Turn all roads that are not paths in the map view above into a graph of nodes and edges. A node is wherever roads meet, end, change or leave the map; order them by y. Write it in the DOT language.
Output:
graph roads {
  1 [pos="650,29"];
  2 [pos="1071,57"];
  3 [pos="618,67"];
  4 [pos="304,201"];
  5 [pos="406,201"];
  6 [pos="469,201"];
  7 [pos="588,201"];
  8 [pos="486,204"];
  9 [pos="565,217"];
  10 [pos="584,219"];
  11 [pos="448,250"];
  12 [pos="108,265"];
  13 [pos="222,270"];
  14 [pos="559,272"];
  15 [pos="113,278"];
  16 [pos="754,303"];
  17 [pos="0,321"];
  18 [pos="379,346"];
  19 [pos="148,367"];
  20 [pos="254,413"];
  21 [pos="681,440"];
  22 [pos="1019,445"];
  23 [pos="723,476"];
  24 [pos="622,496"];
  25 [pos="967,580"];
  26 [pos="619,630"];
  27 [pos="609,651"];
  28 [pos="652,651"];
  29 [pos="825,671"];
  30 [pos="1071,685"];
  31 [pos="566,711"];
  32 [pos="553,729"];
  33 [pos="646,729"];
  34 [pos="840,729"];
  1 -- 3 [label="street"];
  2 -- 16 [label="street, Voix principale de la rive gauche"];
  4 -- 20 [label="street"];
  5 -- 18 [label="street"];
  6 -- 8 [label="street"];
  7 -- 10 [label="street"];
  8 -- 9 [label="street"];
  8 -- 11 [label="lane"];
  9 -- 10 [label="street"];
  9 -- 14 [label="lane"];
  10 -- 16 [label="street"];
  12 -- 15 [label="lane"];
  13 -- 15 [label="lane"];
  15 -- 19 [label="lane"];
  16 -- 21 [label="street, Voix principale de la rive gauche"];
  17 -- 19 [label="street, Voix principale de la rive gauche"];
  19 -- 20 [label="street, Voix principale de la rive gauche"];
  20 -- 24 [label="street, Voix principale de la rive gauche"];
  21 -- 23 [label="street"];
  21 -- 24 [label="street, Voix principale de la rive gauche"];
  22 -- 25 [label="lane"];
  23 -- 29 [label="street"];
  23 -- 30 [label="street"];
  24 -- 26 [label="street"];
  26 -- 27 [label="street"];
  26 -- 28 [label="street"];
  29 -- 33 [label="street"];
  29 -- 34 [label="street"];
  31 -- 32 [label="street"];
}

========================================

AIM OF THE EXERCISE: All of the data above must be repeated exactly.

ANSWER:
Turn all roads that are not paths in the map view above into a graph of nodes and edges. A node is wherever roads meet, end, change or leave the map; order them by y. Write it in the DOT language.
Output:
graph roads {
  1 [pos="650,29"];
  2 [pos="1071,57"];
  3 [pos="618,67"];
  4 [pos="304,201"];
  5 [pos="406,201"];
  6 [pos="469,201"];
  7 [pos="588,201"];
  8 [pos="486,204"];
  9 [pos="565,217"];
  10 [pos="584,219"];
  11 [pos="448,250"];
  12 [pos="108,265"];
  13 [pos="222,270"];
  14 [pos="559,272"];
  15 [pos="113,278"];
  16 [pos="754,303"];
  17 [pos="0,321"];
  18 [pos="379,346"];
  19 [pos="148,367"];
  20 [pos="254,413"];
  21 [pos="681,440"];
  22 [pos="1019,445"];
  23 [pos="723,476"];
  24 [pos="622,496"];
  25 [pos="967,580"];
  26 [pos="619,630"];
  27 [pos="609,651"];
  28 [pos="652,651"];
  29 [pos="825,671"];
  30 [pos="1071,685"];
  31 [pos="566,711"];
  32 [pos="553,729"];
  33 [pos="646,729"];
  34 [pos="840,729"];
  1 -- 3 [label="street"];
  2 -- 16 [label="street, Voix principale de la rive gauche"];
  4 -- 20 [label="street"];
  5 -- 18 [label="street"];
  6 -- 8 [label="street"];
  7 -- 10 [label="street"];
  8 -- 9 [label="street"];
  8 -- 11 [label="lane"];
  9 -- 10 [label="street"];
  9 -- 14 [label="lane"];
  10 -- 16 [label="street"];
  12 -- 15 [label="lane"];
  13 -- 15 [label="lane"];
  15 -- 19 [label="lane"];
  16 -- 21 [label="street, Voix principale de la rive gauche"];
  17 -- 19 [label="street, Voix principale de la rive gauche"];
  19 -- 20 [label="street, Voix principale de la rive gauche"];
  20 -- 24 [label="street, Voix principale de la rive gauche"];
  21 -- 23 [label="street"];
  21 -- 24 [label="street, Voix principale de la rive gauche"];
  22 -- 25 [label="lane"];
  23 -- 29 [label="street"];
  23 -- 30 [label="street"];
  24 -- 26 [label="street"];
  26 -- 27 [label="street"];
  26 -- 28 [label="street"];
  29 -- 33 [label="street"];
  29 -- 34 [label="street"];
  31 -- 32 [label="street"];
}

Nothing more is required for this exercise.